Exercise
The copy must match the data below line for line and contain no images.

Source data:

=== Begin Enclosure ===

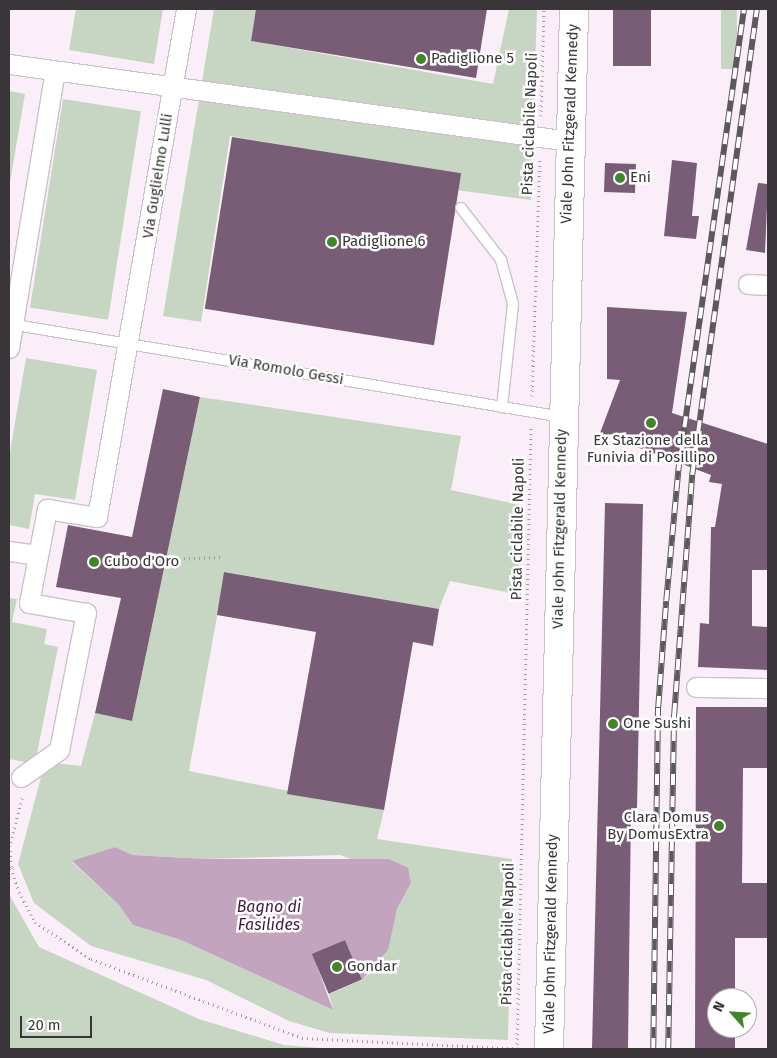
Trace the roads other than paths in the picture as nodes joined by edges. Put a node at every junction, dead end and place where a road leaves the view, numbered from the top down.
1 (186, 9) edge
2 (574, 9) edge
3 (9, 64) edge
4 (55, 71) junction
5 (172, 89) junction
6 (569, 141) junction
7 (462, 208) dead end
8 (748, 284) dead end
9 (768, 285) edge
10 (11, 324) edge
11 (131, 344) junction
12 (9, 348) edge
13 (502, 406) junction
14 (563, 417) junction
15 (9, 551) edge
16 (38, 555) junction
17 (696, 687) dead end
18 (768, 688) edge
19 (21, 777) road end
20 (549, 1049) edge

1 - 5 street, Via Guglielmo Lulli
2 - 6 main road, Viale John Fitzgerald Kennedy
3 - 4 street
4 - 5 street
4 - 10 street
5 - 6 street
5 - 11 street, Via Guglielmo Lulli
6 - 14 main road, Viale John Fitzgerald Kennedy
7 - 13 lane
8 - 9 street
10 - 11 lane, Via Romolo Gessi
10 - 12 street
11 - 13 lane, Via Romolo Gessi
11 - 16 street, Via Guglielmo Lulli
13 - 14 lane, Via Romolo Gessi
14 - 20 main road, Viale John Fitzgerald Kennedy
15 - 16 street
16 - 19 street
17 - 18 street

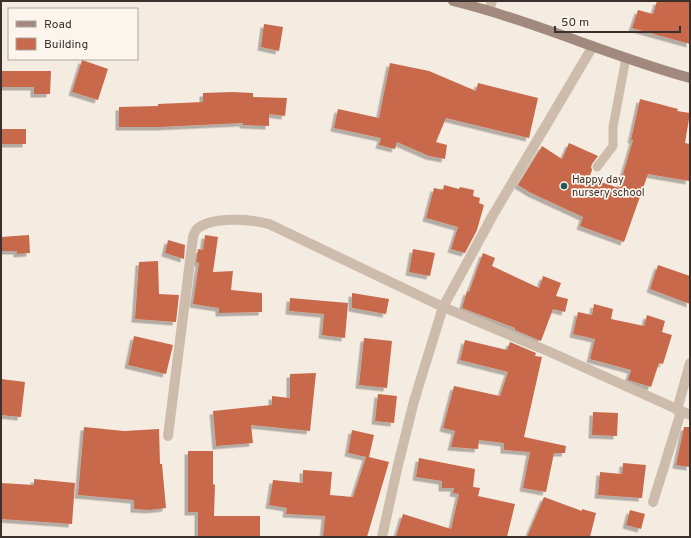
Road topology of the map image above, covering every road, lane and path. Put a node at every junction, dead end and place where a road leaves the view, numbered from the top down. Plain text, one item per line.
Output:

=== End Enclosure ===

Answer area
Trace the roads other than paths in the picture as nodes joined by edges. Put a node at every junction, dead end and place where a road leaves the view, numbered from the top down.
1 (186, 9) edge
2 (574, 9) edge
3 (9, 64) edge
4 (55, 71) junction
5 (172, 89) junction
6 (569, 141) junction
7 (462, 208) dead end
8 (748, 284) dead end
9 (768, 285) edge
10 (11, 324) edge
11 (131, 344) junction
12 (9, 348) edge
13 (502, 406) junction
14 (563, 417) junction
15 (9, 551) edge
16 (38, 555) junction
17 (696, 687) dead end
18 (768, 688) edge
19 (21, 777) road end
20 (549, 1049) edge

1 - 5 street, Via Guglielmo Lulli
2 - 6 main road, Viale John Fitzgerald Kennedy
3 - 4 street
4 - 5 street
4 - 10 street
5 - 6 street
5 - 11 street, Via Guglielmo Lulli
6 - 14 main road, Viale John Fitzgerald Kennedy
7 - 13 lane
8 - 9 street
10 - 11 lane, Via Romolo Gessi
10 - 12 street
11 - 13 lane, Via Romolo Gessi
11 - 16 street, Via Guglielmo Lulli
13 - 14 lane, Via Romolo Gessi
14 - 20 main road, Viale John Fitzgerald Kennedy
15 - 16 street
16 - 19 street
17 - 18 street

Road topology of the map image above, covering every road, lane and path. Put a node at every junction, dead end and place where a road leaves the view, numbered from the top down. Plain text, one item per line.
Output:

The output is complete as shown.